(Dataset entries)

+++++

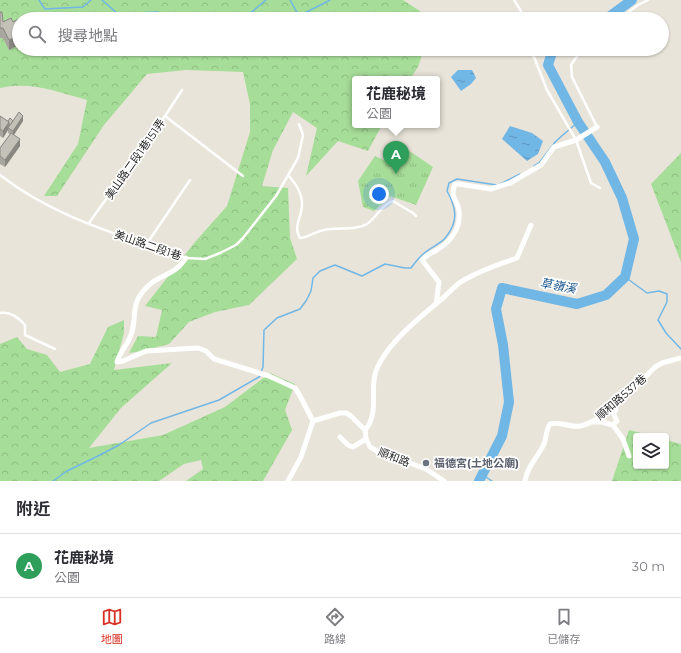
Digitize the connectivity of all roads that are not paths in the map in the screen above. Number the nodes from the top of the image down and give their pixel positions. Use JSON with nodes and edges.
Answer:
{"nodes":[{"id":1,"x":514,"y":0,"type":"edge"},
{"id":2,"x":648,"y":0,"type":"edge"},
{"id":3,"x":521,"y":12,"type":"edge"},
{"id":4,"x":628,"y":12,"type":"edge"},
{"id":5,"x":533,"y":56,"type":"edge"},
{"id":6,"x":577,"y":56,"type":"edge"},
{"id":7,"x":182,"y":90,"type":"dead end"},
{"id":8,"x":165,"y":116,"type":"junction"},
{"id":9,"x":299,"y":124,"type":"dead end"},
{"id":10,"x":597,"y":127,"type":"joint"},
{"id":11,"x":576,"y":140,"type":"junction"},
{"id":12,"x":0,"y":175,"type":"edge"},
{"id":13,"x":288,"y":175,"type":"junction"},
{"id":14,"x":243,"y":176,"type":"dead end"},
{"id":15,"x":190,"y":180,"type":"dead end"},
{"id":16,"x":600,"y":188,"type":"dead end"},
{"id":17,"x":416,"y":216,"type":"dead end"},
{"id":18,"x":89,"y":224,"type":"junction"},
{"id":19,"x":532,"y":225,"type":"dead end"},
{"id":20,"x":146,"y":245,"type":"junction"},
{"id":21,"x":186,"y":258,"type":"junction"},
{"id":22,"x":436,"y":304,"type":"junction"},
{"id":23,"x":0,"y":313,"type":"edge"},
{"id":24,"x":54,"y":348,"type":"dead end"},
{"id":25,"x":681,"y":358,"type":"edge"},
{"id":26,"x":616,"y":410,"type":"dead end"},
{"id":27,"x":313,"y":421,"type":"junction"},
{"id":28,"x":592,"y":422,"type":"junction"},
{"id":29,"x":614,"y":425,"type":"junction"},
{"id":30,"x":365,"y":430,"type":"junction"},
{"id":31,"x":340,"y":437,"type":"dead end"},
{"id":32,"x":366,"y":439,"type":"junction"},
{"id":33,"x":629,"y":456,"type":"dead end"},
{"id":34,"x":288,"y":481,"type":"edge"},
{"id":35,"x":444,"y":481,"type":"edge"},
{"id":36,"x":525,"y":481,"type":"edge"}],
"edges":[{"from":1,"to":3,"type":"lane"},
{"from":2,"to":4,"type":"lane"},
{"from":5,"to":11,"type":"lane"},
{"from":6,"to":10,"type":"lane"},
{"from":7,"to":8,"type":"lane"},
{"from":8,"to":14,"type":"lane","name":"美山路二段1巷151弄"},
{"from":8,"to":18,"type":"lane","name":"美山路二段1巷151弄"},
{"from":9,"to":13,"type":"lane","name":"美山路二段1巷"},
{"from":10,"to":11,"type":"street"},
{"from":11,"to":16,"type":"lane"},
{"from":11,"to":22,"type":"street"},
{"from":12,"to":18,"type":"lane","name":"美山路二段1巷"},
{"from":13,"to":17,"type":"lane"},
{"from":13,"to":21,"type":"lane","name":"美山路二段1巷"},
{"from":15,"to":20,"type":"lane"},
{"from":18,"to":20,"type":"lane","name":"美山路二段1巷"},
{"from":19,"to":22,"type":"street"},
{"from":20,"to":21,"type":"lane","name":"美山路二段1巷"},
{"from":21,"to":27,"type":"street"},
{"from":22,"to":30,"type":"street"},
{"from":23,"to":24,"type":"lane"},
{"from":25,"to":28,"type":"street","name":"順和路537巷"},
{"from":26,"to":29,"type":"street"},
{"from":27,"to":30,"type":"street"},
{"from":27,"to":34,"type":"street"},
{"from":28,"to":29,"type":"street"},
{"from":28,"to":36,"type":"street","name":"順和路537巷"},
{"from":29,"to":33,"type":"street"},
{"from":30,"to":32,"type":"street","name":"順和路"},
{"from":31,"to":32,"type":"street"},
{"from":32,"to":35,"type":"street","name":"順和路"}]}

+++++

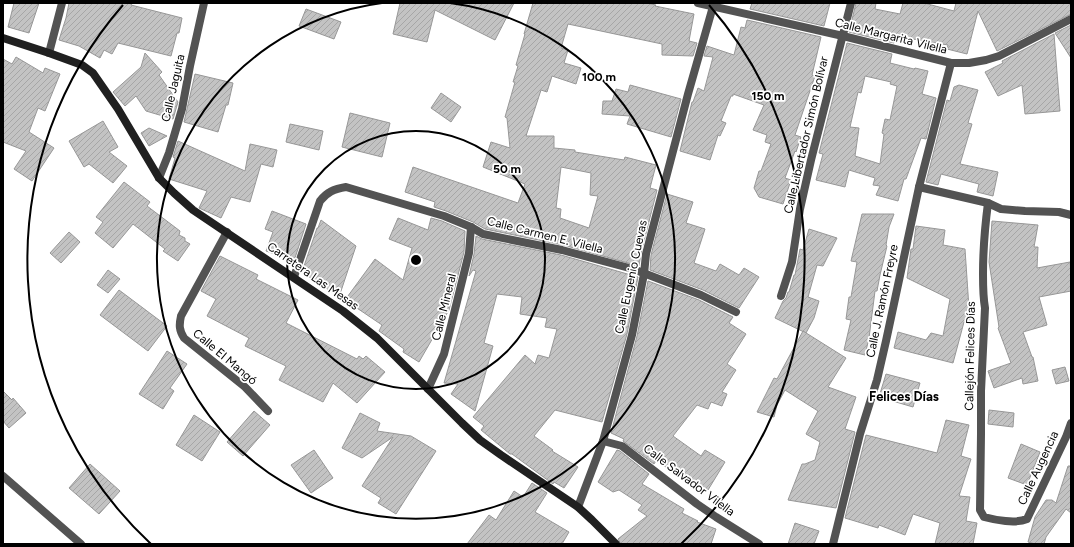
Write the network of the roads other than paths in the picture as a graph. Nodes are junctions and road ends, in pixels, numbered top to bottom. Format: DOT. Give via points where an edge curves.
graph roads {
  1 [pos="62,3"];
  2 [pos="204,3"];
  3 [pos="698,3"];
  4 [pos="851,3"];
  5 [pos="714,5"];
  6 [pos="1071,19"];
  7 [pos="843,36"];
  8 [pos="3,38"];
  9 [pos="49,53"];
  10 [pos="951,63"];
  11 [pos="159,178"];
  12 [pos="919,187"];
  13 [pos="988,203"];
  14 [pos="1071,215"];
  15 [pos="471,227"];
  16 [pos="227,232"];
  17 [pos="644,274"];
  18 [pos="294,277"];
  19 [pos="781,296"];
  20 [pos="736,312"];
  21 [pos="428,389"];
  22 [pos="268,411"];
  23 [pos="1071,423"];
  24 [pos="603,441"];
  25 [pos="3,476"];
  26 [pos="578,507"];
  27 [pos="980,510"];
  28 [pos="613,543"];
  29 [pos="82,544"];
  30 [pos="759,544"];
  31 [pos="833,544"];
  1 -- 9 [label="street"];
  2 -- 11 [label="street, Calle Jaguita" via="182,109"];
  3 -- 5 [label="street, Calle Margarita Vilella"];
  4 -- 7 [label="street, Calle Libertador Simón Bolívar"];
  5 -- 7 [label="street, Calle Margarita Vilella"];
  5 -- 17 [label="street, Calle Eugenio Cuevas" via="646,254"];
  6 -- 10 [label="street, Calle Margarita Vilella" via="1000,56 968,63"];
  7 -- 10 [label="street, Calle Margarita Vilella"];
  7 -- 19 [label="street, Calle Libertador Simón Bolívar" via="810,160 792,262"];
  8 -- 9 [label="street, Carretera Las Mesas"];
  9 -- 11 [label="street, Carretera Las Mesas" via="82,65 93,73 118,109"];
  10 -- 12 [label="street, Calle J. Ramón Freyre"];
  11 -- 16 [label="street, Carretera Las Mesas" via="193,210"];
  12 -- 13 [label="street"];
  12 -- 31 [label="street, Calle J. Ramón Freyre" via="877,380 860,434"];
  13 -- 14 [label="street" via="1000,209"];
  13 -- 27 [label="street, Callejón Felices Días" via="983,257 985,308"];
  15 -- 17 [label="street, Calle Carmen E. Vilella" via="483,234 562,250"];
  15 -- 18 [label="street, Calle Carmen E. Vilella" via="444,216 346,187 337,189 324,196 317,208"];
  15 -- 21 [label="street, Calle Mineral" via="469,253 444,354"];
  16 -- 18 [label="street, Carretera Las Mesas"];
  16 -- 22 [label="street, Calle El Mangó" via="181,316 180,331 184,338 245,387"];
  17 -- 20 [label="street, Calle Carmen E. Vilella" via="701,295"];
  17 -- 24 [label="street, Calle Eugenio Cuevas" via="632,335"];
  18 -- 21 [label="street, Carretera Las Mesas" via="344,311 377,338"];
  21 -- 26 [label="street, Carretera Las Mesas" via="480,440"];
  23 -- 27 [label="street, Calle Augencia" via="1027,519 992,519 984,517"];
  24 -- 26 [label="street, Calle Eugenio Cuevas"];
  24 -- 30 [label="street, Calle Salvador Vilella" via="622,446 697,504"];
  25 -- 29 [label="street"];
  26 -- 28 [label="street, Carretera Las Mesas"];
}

+++++

A single figure is required: the number of lines in the data above in which the word "Cuevas" appears.

3